Les femmes syriennes souvent seules pour nourrir leurs familles

Le sort des détenus, des personnes enlevées et disparues est tous les mois à notre ordre du jour, a-t-elle déclaré, « mais la souffrance de leurs proches et de leurs familles, en particulier les mères, les épouses et les filles, mérite une attention prioritaire, car ce sont elles qui subissent le poids de cette situation, tant financièrement qu’émotionnellement ainsi que l’exploitation, les harcèlements, les stigmatisations, l’extorsion pour des rançons ou des pots-de-vin qui jalonnent la recherche douloureuse de leurs proches disparus ».

Si elles aussi peuvent être victimes de détention, de torture et d’enlèvements, les femmes syriennes, souvent seules pour nourrir leurs familles, subissent aussi de plein fouet les conséquences de la crise économique quand elles ne peuvent obtenir ni emploi, ni avancement.

Une raison de plus de leur donner un rôle actif dans l’élaboration des solutions politiques et de l’effort sur le terrain, a proposé Najat Rochdi, rappelant ses rencontres si constructives et approfondies avec le Conseil consultatif féminin pour le dialogue inter-syrien, basé à Genève. Etabli en 2016 par le bureau de l’Envoyé spécial, il comprend 17 femmes syriennes issues de mouvances diverses du pays, engagées dans des dialogues promouvant les droits des femmes et un accord politique équitable juste et durable en Syrie.

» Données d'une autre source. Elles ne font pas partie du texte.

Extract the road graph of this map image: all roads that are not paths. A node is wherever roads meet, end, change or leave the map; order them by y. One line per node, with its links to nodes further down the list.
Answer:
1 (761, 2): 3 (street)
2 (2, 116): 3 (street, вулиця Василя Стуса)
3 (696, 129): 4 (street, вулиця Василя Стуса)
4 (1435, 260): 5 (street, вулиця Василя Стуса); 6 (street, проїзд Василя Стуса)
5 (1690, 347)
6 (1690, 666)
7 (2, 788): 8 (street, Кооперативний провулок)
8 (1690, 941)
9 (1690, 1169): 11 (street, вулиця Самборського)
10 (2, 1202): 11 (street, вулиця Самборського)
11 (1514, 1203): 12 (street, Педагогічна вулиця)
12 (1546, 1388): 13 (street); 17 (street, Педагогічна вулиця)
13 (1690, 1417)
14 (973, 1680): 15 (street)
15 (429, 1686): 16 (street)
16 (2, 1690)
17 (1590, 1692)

Avec émotion, l’Envoyée spéciale adjointe a fait part de ces rencontres, où sont évoquées le sort des réfugiés et des enfants privés d’éducation, de soins et de subsistance sur fond d’incertitude criante sur leur avenir, mais où, aussi, se dessine une convergence entre les points de vue de la société civile, « preuve que le progrès est vraiment possible, et que les Syriens peuvent s’unir pour sauver leur pays et regarder ensemble son avenir ».